1 March 2024 | Twelve minutes

In September 2022, my wife and I drove across the Nullarbor.


We had landed in Australia a few weeks earlier to begin a long-planned year of travel, adventure and self-discovery.


The Nullarbor is a 1,200km stretch of road that connects the town of Norseman in Western Australia to the town of Ceduna in Southern Australia.  Other than a couple of petrol stations, the odd motel, and the world’s biggest golf course (the 18 holes are spread across a cool 1,365 kilometres!) there is almost nothing and no one on the Nullarbor, and to say that you have crossed it is something of a badge of honour amongst Australians.


The name Nullarbor is derived from the Latin nullus ‘no’ and arbor ‘tree’ – and vast stretches of this incredible section of Australia are characterised by an almost complete absence of trees, being covered instead by scree and scrubland, growing on top of this vast stretch of dry and arid country.




Much of the Nullarbor is pancake flat. It was once the sea floor many thousands of years ago!


As we drove along on the third day of our crossing, we noticed something in the distance.  On the side of the road, without so much as a backpack on, was a man, running.  As a keen distance runner myself, and not seeing any sort of support vehicle for this lone nutter in the middle of nowhere, I slowed down and my wife lowered her window to check if he was okay.  We asked if he needed water or anything else, but he quickly told us he was fine and waved us forward. So, we left him be.

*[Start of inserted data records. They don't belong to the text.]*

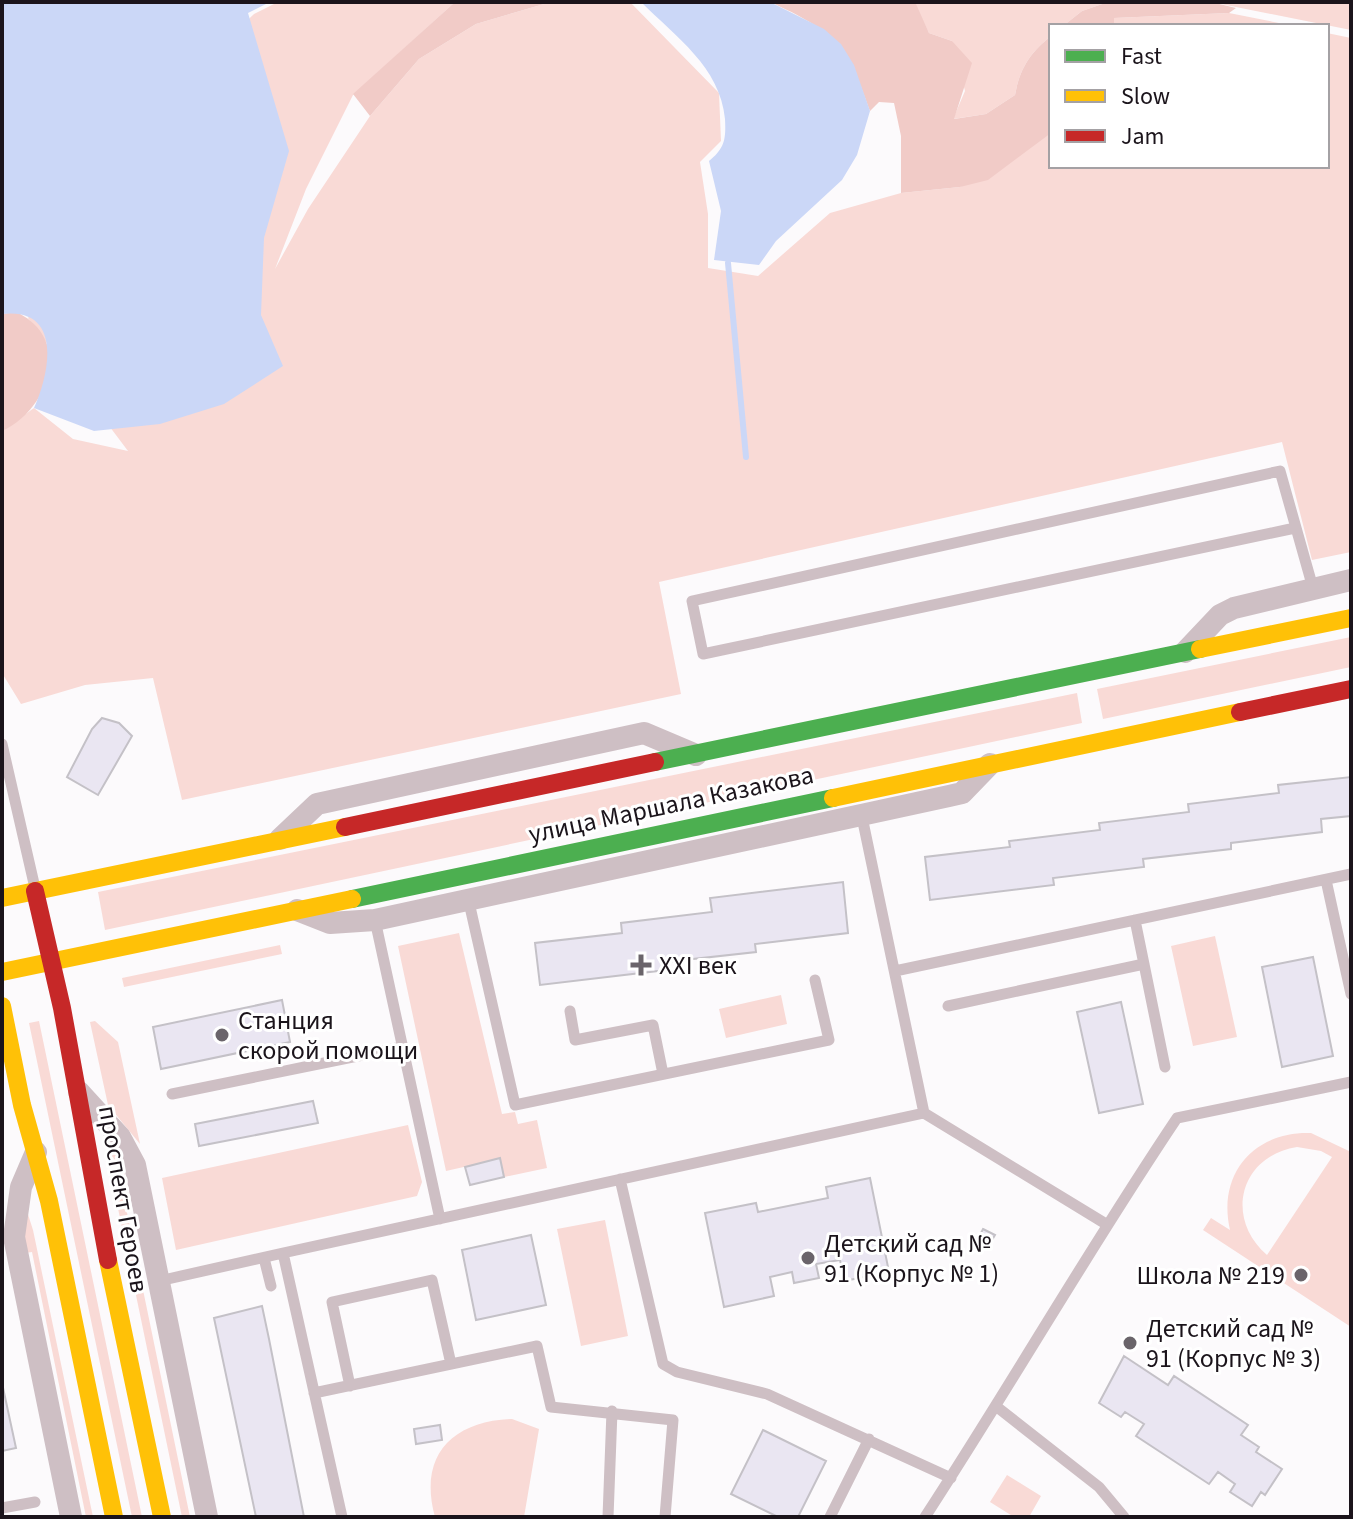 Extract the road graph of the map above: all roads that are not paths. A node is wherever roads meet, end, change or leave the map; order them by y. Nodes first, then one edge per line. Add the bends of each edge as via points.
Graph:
1 (1295, 528) junction
2 (1351, 580) edge
3 (1313, 588) junction
4 (1351, 618) edge
5 (1183, 654) junction
6 (1351, 689) edge
7 (2, 744) edge
8 (697, 755) junction
9 (990, 764) junction
10 (862, 817) junction
11 (277, 841) junction
12 (1351, 874) edge
13 (1326, 880) junction
14 (35, 891) junction
15 (468, 897) junction
16 (2, 898) edge
17 (292, 909) junction
18 (375, 920) junction
19 (1135, 920) junction
20 (53, 962) junction
21 (1144, 964) junction
22 (895, 971) junction
23 (2, 972) edge
24 (815, 980) dead end
25 (1351, 994) edge
26 (2, 1006) edge
27 (948, 1006) dead end
28 (570, 1011) dead end
29 (402, 1047) junction
30 (1165, 1067) dead end
31 (663, 1074) junction
32 (1351, 1082) edge
33 (79, 1092) junction
34 (172, 1094) dead end
35 (924, 1113) junction
36 (36, 1152) junction
37 (620, 1179) junction
38 (440, 1219) junction
39 (1106, 1224) junction
40 (283, 1253) junction
41 (264, 1258) junction
42 (159, 1281) junction
43 (271, 1286) dead end
44 (451, 1364) junction
45 (350, 1386) junction
46 (314, 1393) junction
47 (997, 1407) junction
48 (612, 1411) junction
49 (869, 1439) junction
50 (951, 1478) junction
51 (35, 1502) dead end
52 (2, 1508) edge
53 (71, 1517) edge
54 (114, 1517) edge
55 (162, 1517) edge
56 (207, 1517) edge
57 (342, 1517) edge
58 (608, 1517) edge
59 (665, 1517) edge
60 (830, 1517) edge
61 (925, 1517) edge
62 (1124, 1517) edge

1 - 1 lane via 1280,471 692,601 703,654
1 - 3 lane
2 - 3 street
3 - 5 street via 1220,615
4 - 5 street, улица Маршала Казакова
5 - 8 street, улица Маршала Казакова
6 - 9 street, улица Маршала Казакова
7 - 14 lane
8 - 11 street, улица Маршала Казакова
8 - 11 street via 644,733 317,804
9 - 10 street via 962,793
9 - 17 street, улица Маршала Казакова
10 - 15 street
10 - 22 lane
11 - 14 street, улица Маршала Казакова
12 - 13 lane
13 - 19 lane
13 - 25 lane
14 - 16 street, улица Маршала Казакова
14 - 20 street, проспект Героев
15 - 18 street
15 - 31 lane via 515,1105
17 - 18 street via 330,923
17 - 20 street, улица Маршала Казакова
18 - 29 lane
19 - 21 lane
19 - 22 lane
20 - 23 street, улица Маршала Казакова
20 - 33 street, проспект Героев
21 - 27 lane
21 - 30 lane
22 - 35 lane
24 - 31 lane via 829,1040
26 - 36 street
28 - 31 lane via 575,1040 653,1025
29 - 34 lane
29 - 38 lane
32 - 39 lane via 1177,1118
33 - 42 street via 120,1137 135,1165
33 - 55 street, проспект Героев via 93,1188
35 - 37 lane
35 - 39 lane
36 - 53 street via 21,1187 14,1237
36 - 54 street
37 - 38 lane
37 - 49 lane via 663,1364 767,1394
38 - 40 lane
39 - 47 lane
40 - 41 lane
40 - 46 lane
41 - 42 lane
41 - 43 lane
42 - 56 street
44 - 45 lane
44 - 45 lane via 432,1280 332,1302
44 - 48 lane via 537,1346 551,1407
45 - 46 lane
46 - 57 lane
47 - 50 lane
47 - 62 lane via 1099,1487
48 - 58 lane
48 - 59 lane via 673,1420
49 - 50 lane
49 - 60 lane
50 - 61 lane
51 - 52 lane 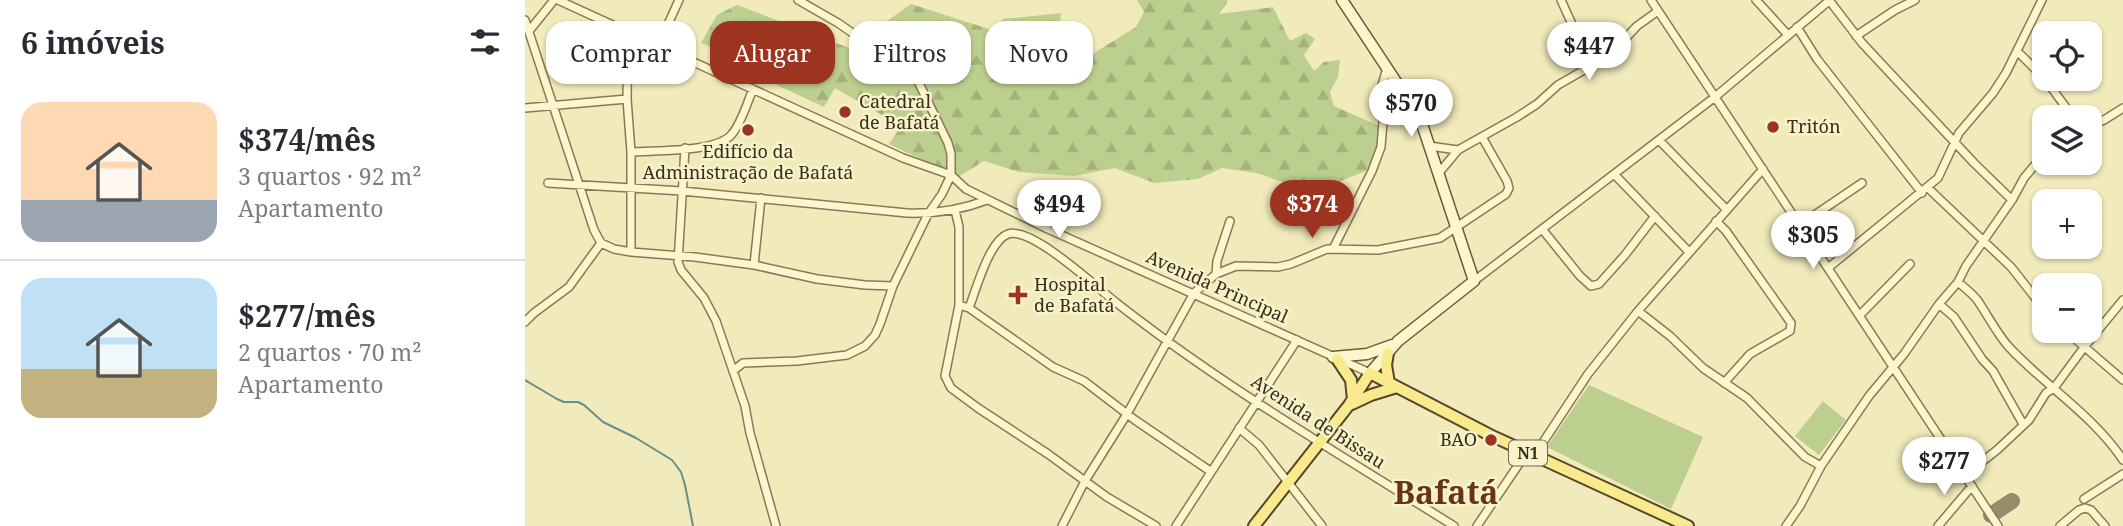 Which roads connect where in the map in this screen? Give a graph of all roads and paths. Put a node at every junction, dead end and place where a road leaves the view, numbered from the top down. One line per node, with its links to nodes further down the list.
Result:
1 (556, 0): 13 (street, Avenida Principal); 16 (street)
2 (679, 0): 14 (street)
3 (798, 0): 43 (street)
4 (1342, 0): 23 (street)
5 (1562, 0): 21 (street)
6 (1651, 0): 11 (street)
7 (1756, 0): 17 (street)
8 (1830, 0): 15 (street); 18 (street)
9 (1915, 0): 18 (street)
10 (2042, 0): 19 (street)
11 (1658, 10): 21 (street); 26 (street)
12 (525, 20): 16 (street)
13 (603, 21)
14 (669, 21)
15 (1797, 27): 17 (street); 49 (street)
16 (529, 31): 28 (street)
17 (1788, 35): 26 (street)
18 (1856, 36): 34 (street)
19 (2017, 51): 22 (street); 34 (street)
20 (696, 63): 25 (street, Avenida Principal)
21 (1591, 66): 32 (street)
22 (2032, 66)
23 (1387, 67): 35 (street); 64 (street)
24 (627, 84): 27 (street)
25 (753, 89): 36 (street); 43 (street, Avenida Principal)
26 (1715, 97): 33 (street); 39 (street)
27 (627, 99): 28 (street); 38 (street)
28 (553, 106): 29 (street); 46 (street)
29 (525, 108)
30 (2123, 108): 31 (street)
31 (2102, 119)
32 (1482, 137): 37 (street); 60 (street)
33 (1659, 140): 42 (street); 53 (street)
34 (1955, 142): 49 (street); 52 (street)
35 (1429, 146): 37 (street); 41 (street)
36 (685, 148): 38 (street); 48 (street)
37 (1458, 150): 41 (street)
38 (631, 152): 47 (street)
39 (1763, 169): 53 (street); 59 (street)
40 (2032, 169): 52 (street)
41 (1438, 174): 60 (street)
42 (1614, 174): 56 (street); 61 (street)
43 (951, 175): 51 (street, Avenida Principal); 55 (street)
44 (548, 183): 46 (street)
45 (1861, 183): 59 (street)
46 (579, 184): 47 (street); 63 (street)
47 (630, 188): 48 (street); 65 (street)
48 (682, 191): 50 (street); 67 (street)
49 (1925, 191): 62 (street); 70 (street)
50 (761, 198): 55 (street); 69 (street)
51 (987, 200): 54 (street); 75 (street, Avenida Principal)
52 (2011, 200): 62 (street)
53 (1726, 209): 58 (street)
54 (955, 210): 55 (street); 79 (street)
55 (928, 214): 74 (street)
56 (1655, 216): 61 (street); 66 (street)
57 (1230, 221): 71 (street)
58 (1716, 221): 66 (street); 95 (street)
59 (1800, 225): 70 (street)
60 (1456, 229): 64 (street); 72 (street)
61 (1542, 229): 72 (street)
62 (1983, 241): 73 (street); 76 (street)
63 (601, 243): 65 (street); 83 (street)
64 (1333, 249): 71 (street)
65 (631, 252): 67 (street)
66 (1689, 252): 81 (street)
67 (677, 256): 69 (street); 92 (street)
68 (1910, 264): 82 (street)
69 (754, 265): 74 (street)
70 (1828, 268): 82 (street)
71 (1216, 274): 75 (street)
72 (1474, 281): 86 (street)
73 (1958, 282): 78 (street); 97 (street)
74 (893, 286): 92 (street)
75 (1194, 293): 84 (street, Avenida Principal); 85 (street)
76 (2032, 294)
77 (2123, 300): 88 (street)
78 (1939, 304): 91 (street); 101 (street)
79 (959, 305): 80 (street); 110 (street)
80 (969, 308): 85 (street, Avenida de Bissau); 100 (street)
81 (1638, 311): 95 (street); 104 (street)
82 (1860, 315): 91 (street)
83 (525, 322)
84 (1297, 340): 90 (street, Avenida Principal); 98 (street)
85 (1167, 341): 98 (street, Avenida de Bissau); 100 (street)
86 (1398, 341): 89 (street); 90 (street)
87 (2081, 343): 88 (street)
88 (2085, 346): 94 (street); 97 (street)
89 (1388, 353): 93 (street); 96 (main road)
90 (1335, 358): 93 (street, Avenida Principal); 99 (main road)
91 (1893, 367): 106 (street); 109 (street)
92 (733, 371): 114 (street)
93 (1370, 373): 96 (main road, N1); 99 (main road)
94 (2123, 380)
95 (1724, 383): 106 (street)
96 (1393, 385): 99 (main road); 104 (main road, N1)
97 (2054, 388): 101 (street); 105 (street)
98 (1256, 401): 102 (street); 103 (street, Avenida de Bissau)
99 (1351, 402): 103 (main road)
100 (1127, 414): 107 (street); 110 (street)
101 (2023, 424): 109 (street)
102 (1239, 428): 107 (street); 111 (street)
103 (1319, 442): 111 (main road); 120 (street, Avenida de Bissau)
104 (1531, 454): 121 (street); 122 (main road, N1)
105 (2123, 460)
106 (1821, 466): 123 (street)
107 (1210, 471): 117 (street)
108 (2123, 474): 113 (street)
109 (1965, 475): 112 (street)
110 (1085, 481): 115 (street); 116 (street)
111 (1287, 483): 118 (main road); 119 (street)
112 (1972, 486): 124 (street); 125 (street)
113 (2084, 499)
114 (776, 526)
115 (1062, 526)
116 (1157, 526)
117 (1177, 526)
118 (1254, 526)
119 (1322, 526)
120 (1454, 526)
121 (1477, 526)
122 (1686, 526)
123 (1786, 526)
124 (1938, 526)
125 (1998, 526)
126 (2060, 526): 127 (street)
127 (2105, 526) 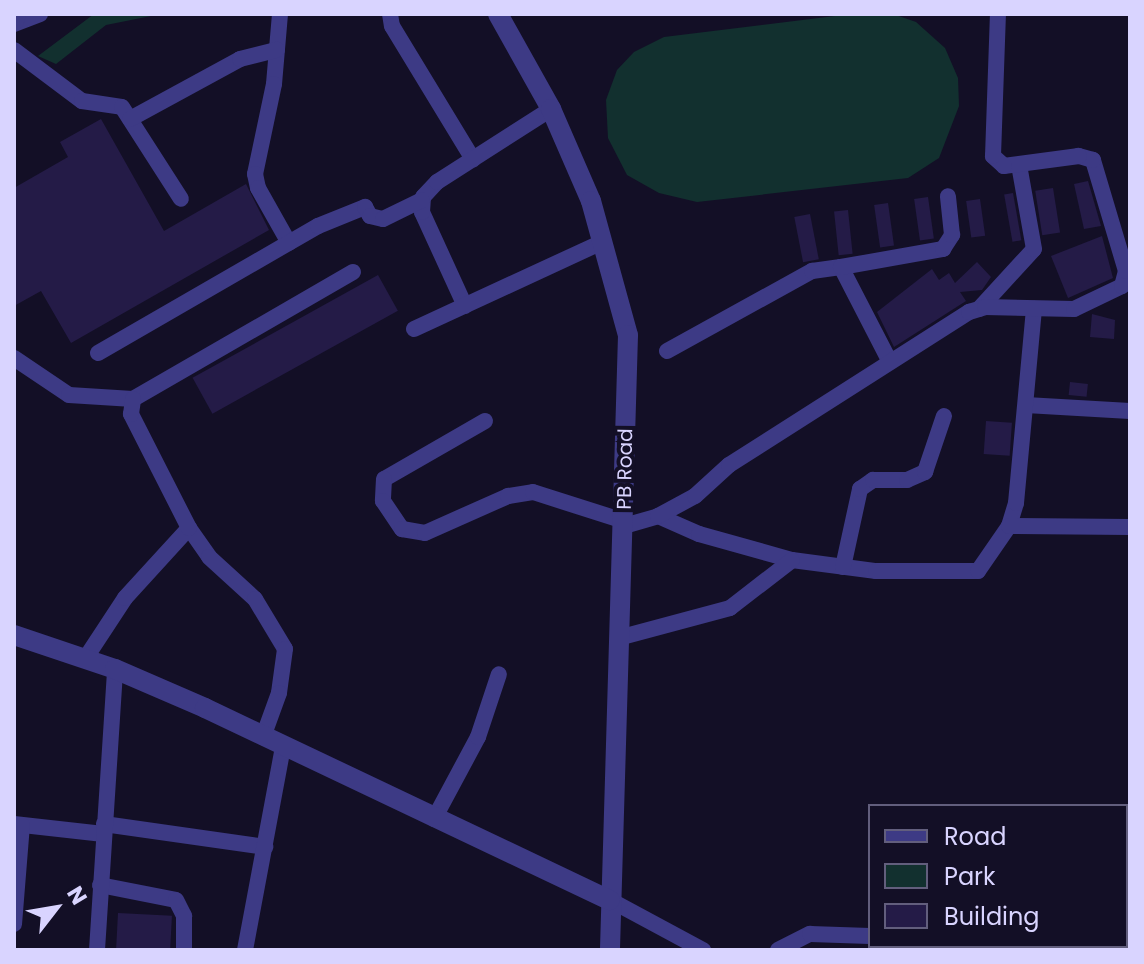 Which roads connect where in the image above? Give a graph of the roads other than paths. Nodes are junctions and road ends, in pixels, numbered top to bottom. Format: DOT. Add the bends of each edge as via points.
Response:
graph roads {
  1 [pos="16,14"];
  2 [pos="40,14"];
  3 [pos="280,14"];
  4 [pos="390,14"];
  5 [pos="498,14"];
  6 [pos="998,14"];
  7 [pos="14,22"];
  8 [pos="14,50"];
  9 [pos="277,50"];
  10 [pos="551,109"];
  11 [pos="130,119"];
  12 [pos="473,159"];
  13 [pos="1019,165"];
  14 [pos="948,196"];
  15 [pos="181,199"];
  16 [pos="422,200"];
  17 [pos="602,242"];
  18 [pos="289,243"];
  19 [pos="841,267"];
  20 [pos="353,272"];
  21 [pos="465,306"];
  22 [pos="979,309"];
  23 [pos="1034,309"];
  24 [pos="414,329"];
  25 [pos="667,351"];
  26 [pos="98,353"];
  27 [pos="14,358"];
  28 [pos="890,362"];
  29 [pos="133,399"];
  30 [pos="1026,405"];
  31 [pos="1130,411"];
  32 [pos="944,416"];
  33 [pos="485,421"];
  34 [pos="658,516"];
  35 [pos="624,524"];
  36 [pos="1009,526"];
  37 [pos="1130,527"];
  38 [pos="189,528"];
  39 [pos="792,560"];
  40 [pos="843,567"];
  41 [pos="14,635"];
  42 [pos="622,637"];
  43 [pos="85,659"];
  44 [pos="115,669"];
  45 [pos="499,674"];
  46 [pos="263,737"];
  47 [pos="283,746"];
  48 [pos="434,819"];
  49 [pos="18,824"];
  50 [pos="104,829"];
  51 [pos="265,847"];
  52 [pos="100,885"];
  53 [pos="610,900"];
  54 [pos="14,924"];
  55 [pos="868,936"];
  56 [pos="1091,948"];
  57 [pos="97,950"];
  58 [pos="184,950"];
  59 [pos="245,950"];
  60 [pos="610,950"];
  61 [pos="703,950"];
  62 [pos="778,950"];
  63 [pos="1130,950"];
  1 -- 7 [label="street"];
  2 -- 7 [label="street"];
  3 -- 9 [label="street"];
  4 -- 12 [label="street" via="392,26"];
  5 -- 10 [label="street, PB Road"];
  6 -- 13 [label="street" via="991,146 997,162"];
  8 -- 11 [label="street" via="82,101 122,107"];
  9 -- 11 [label="street" via="240,59"];
  9 -- 18 [label="street" via="255,174"];
  10 -- 12 [label="street"];
  10 -- 17 [label="street, PB Road" via="591,201"];
  11 -- 15 [label="street"];
  12 -- 16 [label="street" via="427,190"];
  13 -- 22 [label="street" via="1034,249"];
  13 -- 23 [label="street" via="1079,156 1093,160 1126,271 1122,286 1087,305"];
  14 -- 19 [label="street" via="952,235 943,249"];
  16 -- 18 [label="street" via="383,219 370,216 365,207"];
  16 -- 21 [label="street" via="422,212"];
  17 -- 21 [label="street"];
  17 -- 35 [label="street, PB Road" via="628,335"];
  18 -- 26 [label="street"];
  19 -- 25 [label="street" via="812,271"];
  19 -- 28 [label="street"];
  20 -- 29 [label="street"];
  21 -- 24 [label="street"];
  22 -- 23 [label="street"];
  22 -- 28 [label="street"];
  23 -- 30 [label="street"];
  27 -- 29 [label="street" via="69,395"];
  28 -- 34 [label="street"];
  29 -- 38 [label="street" via="131,414"];
  30 -- 31 [label="street"];
  30 -- 36 [label="street" via="1019,486"];
  32 -- 40 [label="street" via="925,472 907,480 873,480 860,489"];
  33 -- 35 [label="street" via="384,479 383,501 402,529 425,533 508,496 533,492"];
  34 -- 35 [label="street"];
  34 -- 39 [label="street" via="699,534"];
  35 -- 42 [label="street, PB Road"];
  36 -- 37 [label="street"];
  36 -- 40 [label="street" via="986,567 968,574"];
  38 -- 43 [label="street" via="125,598"];
  38 -- 46 [label="street" via="209,557 255,599 285,649 279,693"];
  39 -- 40 [label="street"];
  39 -- 42 [label="street" via="730,608"];
  41 -- 43 [label="street"];
  42 -- 53 [label="street, PB Road"];
  43 -- 44 [label="street"];
  44 -- 46 [label="street"];
  44 -- 50 [label="street"];
  45 -- 48 [label="street" via="478,737 449,782"];
  46 -- 47 [label="street"];
  47 -- 48 [label="street"];
  47 -- 51 [label="street"];
  48 -- 53 [label="street"];
  49 -- 50 [label="street"];
  49 -- 54 [label="street"];
  50 -- 51 [label="street"];
  50 -- 52 [label="street"];
  51 -- 59 [label="street"];
  52 -- 57 [label="street"];
  52 -- 58 [label="street" via="176,900 184,916"];
  53 -- 60 [label="street, PB Road"];
  53 -- 61 [label="street"];
  55 -- 62 [label="street" via="810,934"];
  56 -- 63 [label="street"];
}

A few kilometres further down the road we passed a parked SUV which had been painted in bright colours.  We were driving at 100kph and didn’t get a chance to read what was written on the side of the car properly. But we caught a name, which we wrote down to look up a couple of days later when we were back in civilization (there’s no internet coverage anywhere on the Nullarbor!).


It turned out that we had driven past Nedd Brockmann, a then 22-year-old electrician from a town called Forbes (about 200km west of Sydney). Nedd had set himself a challenge. To become the fastest person ever to run from Cottesloe Beach in Perth, across the width of Australia, to Bondi Beach in Sydney, a journey of almost 4,000 kilometres. The record had stood at 43 days for just over 18 years, and if Nedd was going to beat it he would need to run almost 100 kilometres (or nearly two and a half marathons) every day, for 40 days. In the process, Nedd wanted to raise awareness of homelessness and had set himself the goal of raising a million dollars to support this worthy cause.


As I studied Nedd’s route and progress to that point, I couldn’t believe what Nedd was trying to achieve.  The furthest I had ever run in a day was a not shabby 50 miles (80 kilometres) and I hadn’t been able to run again for at least a week afterwards.


What Nedd was doing wasn’t just impressive. I wouldn’t even call it heroic. It was Herculean.




I wanted to be a lawyer since I was 14 years old.  Whilst I have always had a general awareness of climate change, getting involved in climate change-related work had never been part of my professional plan and it was not until a few years ago that I started to engage with the subject.


I qualified as a solicitor in 2015 and have spent my professional career since then dealing with issues such as bribery, fraud, money laundering and tax evasion. And I loved every moment of it. But as I slowly learned more about climate change through little more than reading books in my spare time, a sense of dread began growing in my mind and my heart. I had a nagging feeling that, however much I was enjoying it, nothing I was doing in my professional career was making any difference concerning climate change, a subject that was beginning to leave me lying awake in bed at night.


If I was being honest with myself, I was making things worse.


My wife and I do not have children. But three years ago my younger sister gave birth to my niece, Clara.  And I started to regularly share a fear with my wife.  “One day” I would say, “when the world is on fire, the climate is a disaster and food and water shortages are a regular thing, Clara is going to say to me: “Uncle Josh. You are smart. You are white and privileged. What did you do about this?”. “And as things stand” I repeatedly told my wife, “I don’t have a good answer for her. And that scares me. Almost as much as climate change itself.”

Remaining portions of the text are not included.